It was nine that night when their train reached Kingsport, and
they found themselves in the blue-white glare of the crowded station.
Anne felt horribly bewildered, but a moment later she was seized by
Priscilla Grant, who had come to Kingsport on Saturday.
"Here you are, beloved! And I suppose you're as tired as I was
when I got here Saturday night."
"Tired! Priscilla, don't talk of it. I'm tired, and green,
and provincial, and only about ten years old. For pity's sake
take your poor, broken-down chum to some place where she can
hear herself think."
"I'll take you right up to our boardinghouse. I've a cab ready outside."
"It's such a blessing you're here, Prissy. If you weren't I
think I should just sit down on my suitcase, here and now, and
weep bitter tears.
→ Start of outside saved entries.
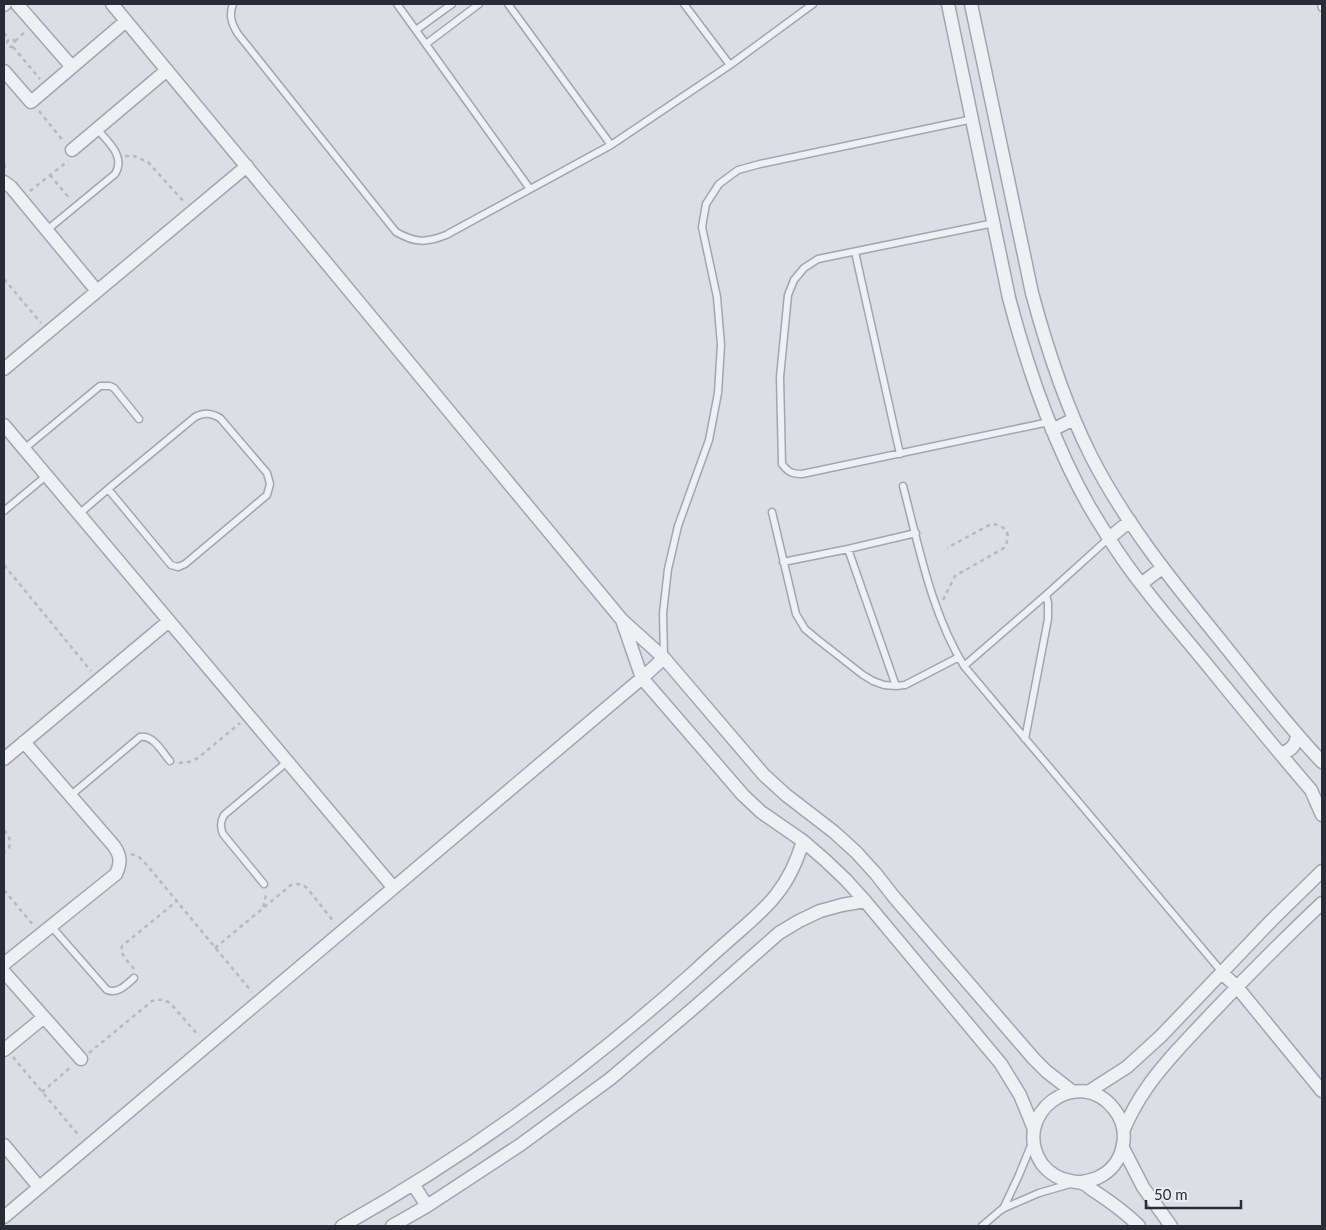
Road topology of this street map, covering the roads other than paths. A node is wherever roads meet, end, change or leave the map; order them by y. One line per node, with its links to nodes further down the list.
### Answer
1 (17, 4): 20 (street)
2 (112, 4): 14 (street)
3 (233, 4): 29 (lane)
4 (397, 4): 15 (lane)
5 (452, 4): 15 (lane)
6 (479, 4): 16 (lane)
7 (508, 4): 25 (lane)
8 (684, 4): 19 (lane)
9 (813, 4): 19 (lane)
10 (948, 4): 18 (street)
11 (971, 4): 17 (street)
12 (1321, 4): 13 (lane)
13 (1322, 8)
14 (126, 21): 20 (street); 21 (street)
15 (416, 30): 16 (lane)
16 (426, 44): 29 (lane)
17 (982, 55): 18 (street); 34 (street)
18 (960, 59): 23 (street)
19 (730, 65): 25 (lane)
20 (72, 67): 22 (street)
21 (167, 70): 24 (street); 27 (street)
22 (4, 71)
23 (973, 119): 30 (street); 60 (lane)
24 (97, 129): 26 (street); 31 (lane)
25 (611, 145): 29 (lane)
26 (72, 150)
27 (246, 166): 33 (street); 57 (street)
28 (4, 182): 31 (street)
29 (530, 189)
30 (994, 224): 32 (lane); 35 (street)
31 (47, 230): 33 (street)
32 (855, 252): 42 (lane); 42 (lane)
33 (97, 291): 36 (street)
34 (1032, 293): 35 (street); 38 (street)
35 (1009, 298): 40 (street)
36 (4, 369)
37 (139, 419): 41 (lane)
38 (1074, 419): 40 (street); 49 (street)
39 (4, 425): 41 (street)
40 (1050, 426): 42 (lane); 51 (street)
41 (24, 449): 43 (street)
42 (900, 454)
43 (46, 476): 46 (lane); 48 (street)
44 (903, 486): 50 (lane)
45 (108, 489): 45 (lane); 48 (lane)
46 (4, 511)
47 (772, 512): 53 (lane)
48 (79, 514): 58 (street)
49 (1130, 521): 51 (street); 54 (street)
50 (916, 533): 52 (lane); 59 (lane)
51 (1109, 538): 55 (street); 56 (lane)
52 (848, 549): 53 (lane); 63 (lane)
53 (783, 562): 63 (lane)
54 (1162, 568): 55 (street); 64 (street)
55 (1141, 584): 67 (street)
56 (1046, 595): 61 (lane); 65 (lane)
57 (622, 620): 60 (street); 62 (street)
58 (169, 621): 66 (street); 70 (street)
59 (959, 657): 61 (lane); 63 (lane)
60 (664, 658): 62 (street); 90 (street)
61 (964, 666): 65 (lane)
62 (642, 678): 74 (street); 77 (street)
63 (896, 686)
64 (1297, 735): 67 (street); 71 (street)
65 (1025, 739): 83 (lane)
66 (24, 742): 68 (street); 72 (street)
67 (1280, 753): 73 (street)
68 (4, 759)
69 (170, 761): 72 (lane)
70 (287, 762): 76 (lane); 77 (street)
71 (1322, 762)
72 (70, 796): 80 (street)
73 (1322, 815)
74 (803, 841): 78 (street); 97 (street)
75 (1322, 871): 83 (street)
76 (264, 884)
77 (393, 887): 98 (street)
78 (865, 901): 93 (street); 99 (street)
79 (1322, 903): 85 (street)
80 (46, 930): 81 (street); 84 (lane)
81 (4, 964)
82 (4, 972): 86 (street)
83 (1222, 973): 85 (street); 91 (street)
84 (134, 978)
85 (1237, 987): 89 (street); 92 (street)
86 (44, 1017): 87 (street); 88 (street)
87 (5, 1049)
88 (81, 1059)
89 (1322, 1091)
90 (1073, 1092): 91 (street); 93 (street)
91 (1088, 1092): 92 (street)
92 (1124, 1129): 95 (street)
93 (1034, 1134): 96 (street); 100 (lane)
94 (4, 1146): 98 (street)
95 (1123, 1148): 96 (street); 106 (street)
96 (1079, 1182): 100 (lane); 105 (street)
97 (413, 1184): 99 (street); 102 (street)
98 (39, 1187): 101 (street)
99 (426, 1206): 103 (street)
100 (1002, 1209): 104 (lane)
101 (4, 1216)
102 (342, 1226)
103 (392, 1226)
104 (982, 1226)
105 (1139, 1226)
106 (1171, 1226)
What a comfort one familiar face is in a
howling wilderness of strangers!"
"Is that Gilbert Blythe over there, Anne? How he has grown up
this past year! He was only a schoolboy when I taught in Carmody.
And of course that's Charlie Sloane. HE hasn't changed -- couldn't!
He looked just like that when he was born, and he'll look like that
when he's eighty. This way, dear. We'll be home in twenty minutes."
"Home!" groaned Anne. "You mean we'll be in some horrible boardinghouse,
in a still more horrible hall bedroom, looking out on a dingy back yard."
"It isn't a horrible boardinghouse, Anne-girl. Here's our cab.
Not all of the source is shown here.